La previsione di possibile affidamento a terzi, da parte del giudice della separazione, è stata introdotta, nella disciplina uniforme sui rapporti genitoriali, dal d.lgs. n. 154/2013. Ma già prima della previsione normativa suddetta, la Corte di Cassazione (Cass., sez. I, 10 ottobre 2008, n. 24907) aveva espressamente affermato la possibilità per il giudice della separazione o del divorzio di affidare il minore ai Servizi Sociali.

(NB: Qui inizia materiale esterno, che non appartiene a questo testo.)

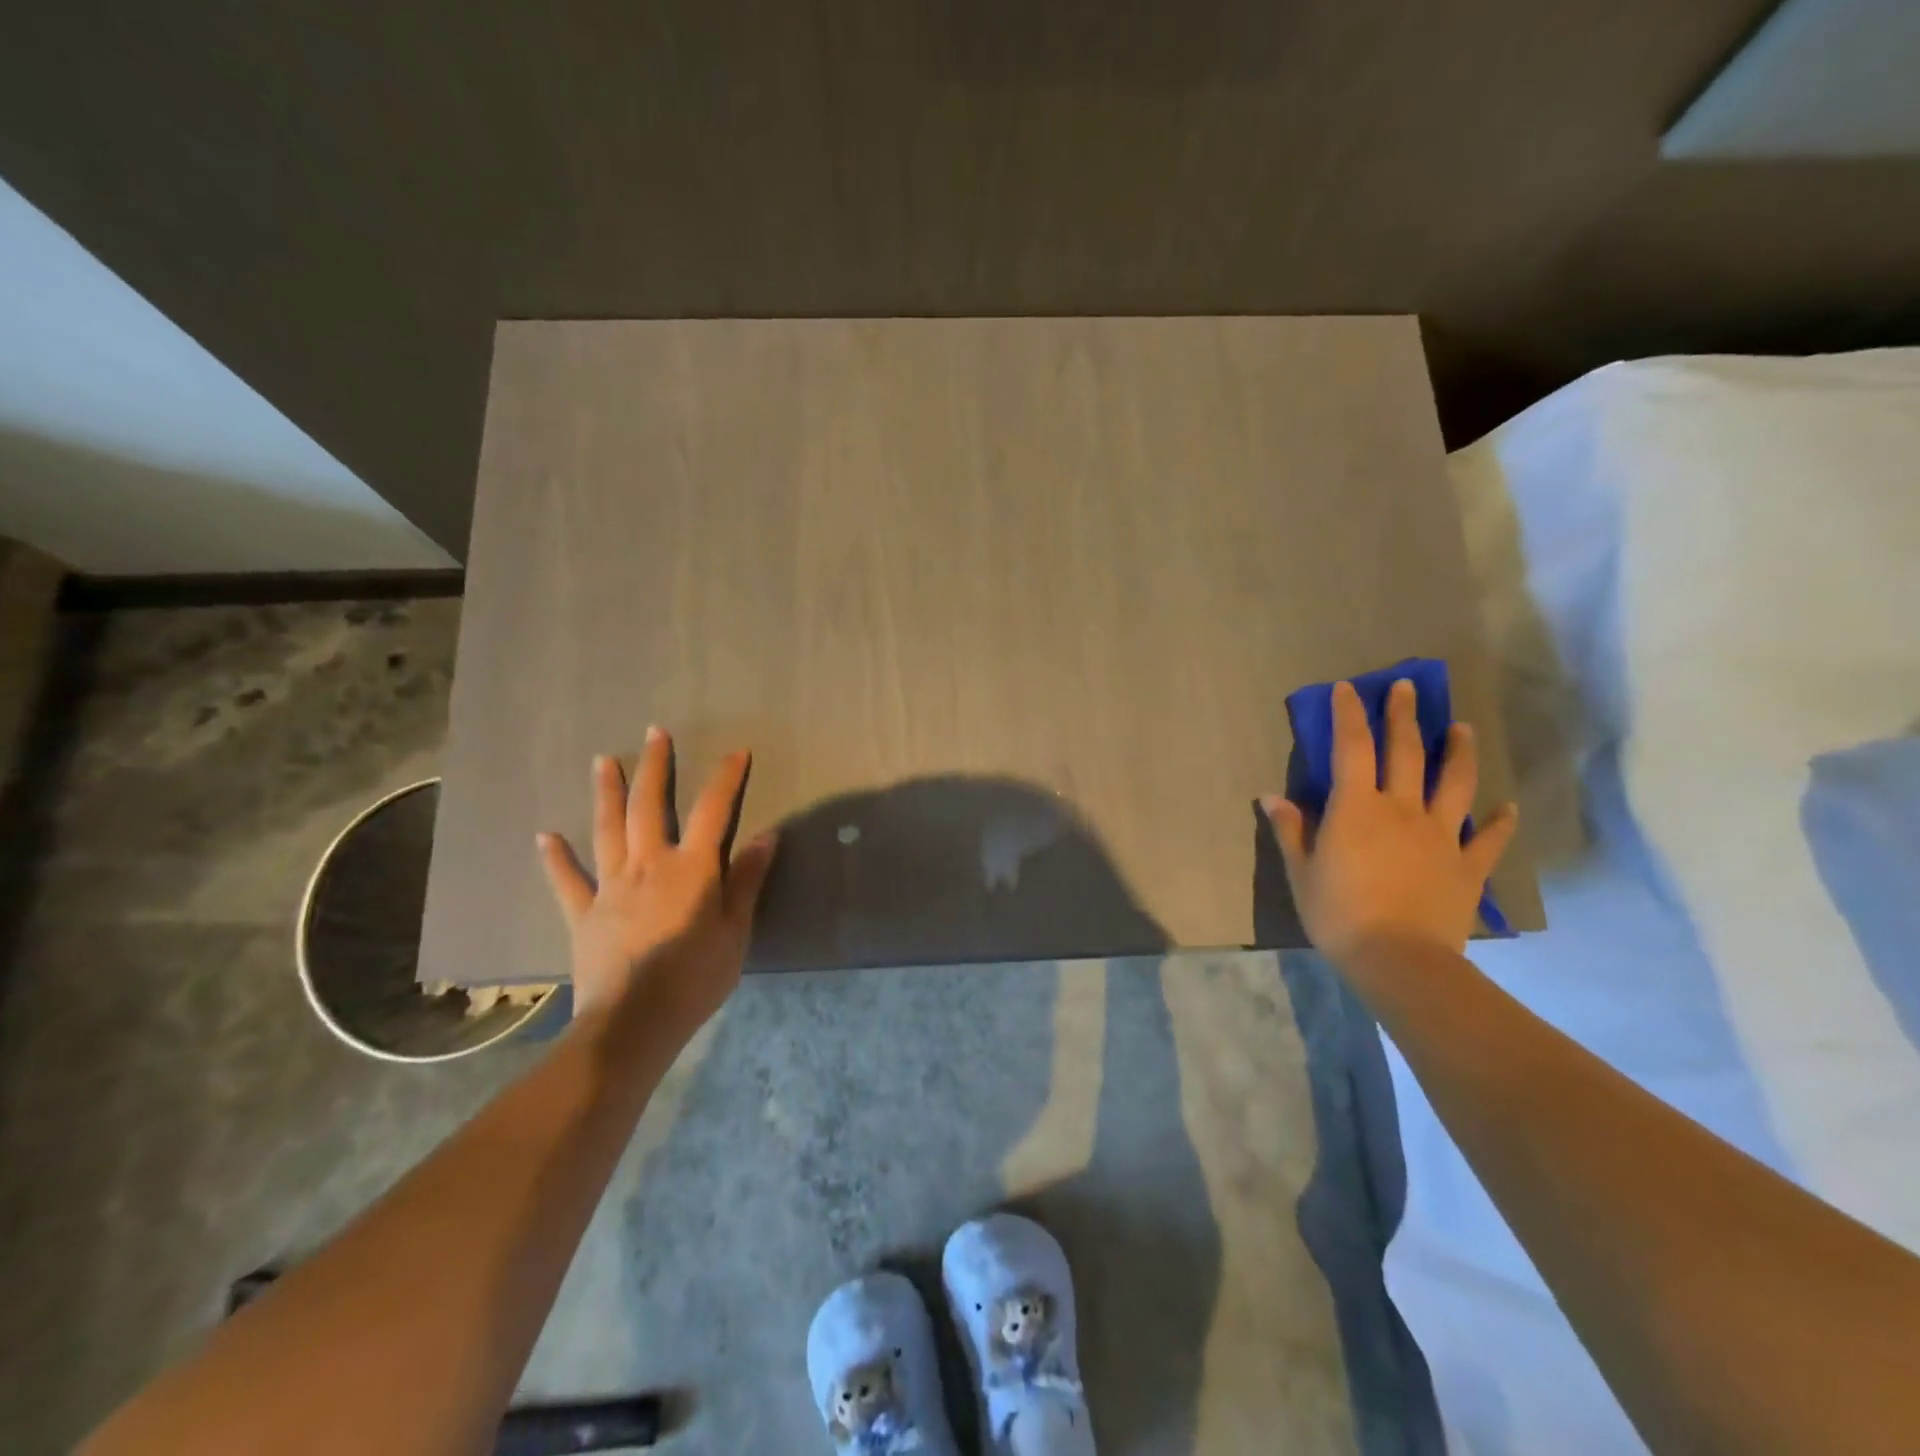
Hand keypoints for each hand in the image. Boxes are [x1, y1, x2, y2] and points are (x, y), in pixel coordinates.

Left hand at [536, 727, 776, 1030]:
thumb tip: (767, 834)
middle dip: (655, 767)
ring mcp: (610, 886)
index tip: (736, 752)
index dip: (725, 778)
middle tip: (655, 733)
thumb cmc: (695, 978)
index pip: (713, 811)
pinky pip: (567, 880)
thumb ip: (747, 880)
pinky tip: (545, 836)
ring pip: (607, 829)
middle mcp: (648, 865)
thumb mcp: (736, 930)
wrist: (633, 1023)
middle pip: (650, 806)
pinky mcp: (583, 913)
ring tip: (604, 761)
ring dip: (608, 793)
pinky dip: (556, 857)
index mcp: (691, 868)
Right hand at [1263, 678, 1516, 963]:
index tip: (1349, 689)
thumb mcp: (1301, 872)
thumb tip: (1273, 797)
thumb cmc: (1338, 913)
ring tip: (1463, 729)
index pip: (1352, 747)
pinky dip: (1499, 821)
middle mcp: (1401, 809)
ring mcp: (1441, 835)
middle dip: (1404, 716)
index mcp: (1356, 807)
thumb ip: (1291, 830)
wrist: (1399, 959)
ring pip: (1454, 783)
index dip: (1349, 715)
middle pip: (1406, 752)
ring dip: (1459, 752)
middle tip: (1407, 687)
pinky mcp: (1468, 865)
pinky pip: (1488, 838)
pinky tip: (1508, 808)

Allorchè venga disposto, l'affidamento del minore ai Servizi Sociali ex art. 337-ter c.c. determina una limitazione o una sospensione (il più delle volte temporanea) dell'esercizio della responsabilità genitoriale in capo ai genitori. Ciò significa, in concreto, che le decisioni importanti da assumere per il minore sono demandate all'ente affidatario, e ciò vale anche per le decisioni afferenti la salute.

La decisione del Tribunale di Monza in commento non si limita, tuttavia, a rimettere la decisione all'Ente affidatario del minore, ma affronta il merito della questione dibattuta tra i due genitori (non affidatari) e decide se il bambino possa o meno seguire la dieta vegana, voluta da uno di essi.

Osservazioni

Il tema oggetto del provvedimento esaminato è giunto recentemente alla ribalta giurisprudenziale ed è stato affrontato pressochè contestualmente anche dal Tribunale di Roma con due decisioni di segno opposto (v. decreto 20 maggio 2016 e del 19 ottobre 2016).

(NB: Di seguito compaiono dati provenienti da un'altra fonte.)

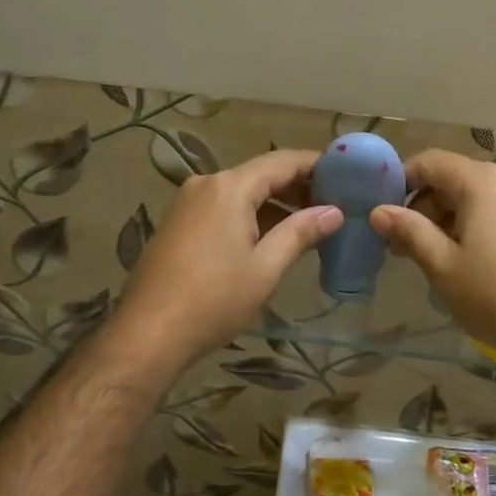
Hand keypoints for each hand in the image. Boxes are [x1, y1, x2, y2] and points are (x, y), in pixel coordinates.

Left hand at [114, 149, 340, 373]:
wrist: (148, 333)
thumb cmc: (214, 300)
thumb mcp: (265, 268)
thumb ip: (300, 233)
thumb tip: (334, 212)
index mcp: (229, 187)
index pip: (282, 162)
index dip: (316, 165)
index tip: (347, 176)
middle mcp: (205, 184)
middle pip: (260, 174)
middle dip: (297, 187)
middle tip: (333, 204)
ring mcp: (186, 203)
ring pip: (240, 193)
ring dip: (273, 204)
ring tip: (308, 225)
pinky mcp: (177, 224)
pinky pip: (221, 209)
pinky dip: (249, 216)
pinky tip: (269, 238)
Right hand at [369, 150, 495, 379]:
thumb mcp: (442, 265)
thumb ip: (409, 231)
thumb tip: (378, 211)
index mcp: (482, 182)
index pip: (430, 162)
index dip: (400, 181)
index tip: (382, 212)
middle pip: (453, 178)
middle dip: (422, 206)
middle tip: (402, 246)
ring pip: (476, 197)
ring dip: (447, 220)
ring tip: (432, 258)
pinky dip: (474, 226)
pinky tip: (468, 262)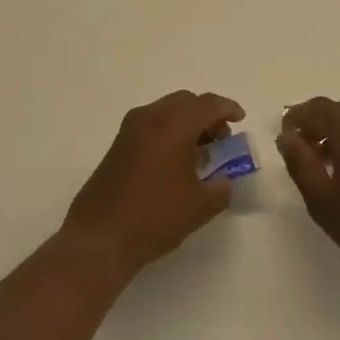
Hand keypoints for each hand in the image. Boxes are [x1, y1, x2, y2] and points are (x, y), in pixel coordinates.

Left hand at [62, 90, 244, 277]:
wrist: (99, 238)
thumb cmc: (154, 216)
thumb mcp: (199, 206)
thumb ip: (221, 188)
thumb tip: (224, 181)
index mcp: (174, 124)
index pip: (208, 104)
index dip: (228, 109)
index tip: (240, 119)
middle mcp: (150, 117)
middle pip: (186, 102)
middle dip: (206, 115)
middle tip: (221, 140)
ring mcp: (130, 129)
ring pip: (166, 111)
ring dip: (186, 123)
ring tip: (200, 153)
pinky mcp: (118, 144)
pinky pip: (151, 124)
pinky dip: (169, 132)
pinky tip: (175, 161)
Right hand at [278, 97, 339, 279]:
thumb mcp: (321, 198)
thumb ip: (300, 162)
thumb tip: (287, 136)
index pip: (316, 108)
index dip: (296, 118)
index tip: (285, 138)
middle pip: (337, 111)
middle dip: (316, 125)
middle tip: (302, 152)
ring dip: (336, 134)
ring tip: (325, 165)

L'alimentazione vegana, seguita oggigiorno da un numero crescente di persone, non trova considerazione unanime, mancando in essa nutrienti di origine animale. E ciò rende, pertanto, possibili contrasti tra genitori separati che abbiano opinioni divergenti sull'adeguatezza di tale dieta per un figlio in età scolare.

Dev'essere senz'altro apprezzato l'approccio seguito dal tribunale di Monza, di verificare mediante un consulente tecnico la praticabilità, nel caso concreto, di detto stile alimentare.

E altrettanto condivisibile è la decisione assunta di autorizzare la dieta vegana con i correttivi suggeriti dal consulente.

É singolare, peraltro, che mentre la prescrizione di integrare la dieta vegana viene rivolta ai genitori, l'onere della comunicazione alla scuola dell'autorizzazione a detto tipo di dieta venga demandata all'Ente affidatario.

La decisione, infatti, da un lato dispone che l'Ente affidatario comunichi all'istituto scolastico il benestare alla dieta vegana; dall'altro, prescrive ai genitori di integrare la dieta secondo le indicazioni e i suggerimenti del consulente tecnico e di sottoporre il figlio a controlli medici periodici al fine di testare gli effetti del regime alimentare (comunicandone quindi l'esito all'Ente affidatario).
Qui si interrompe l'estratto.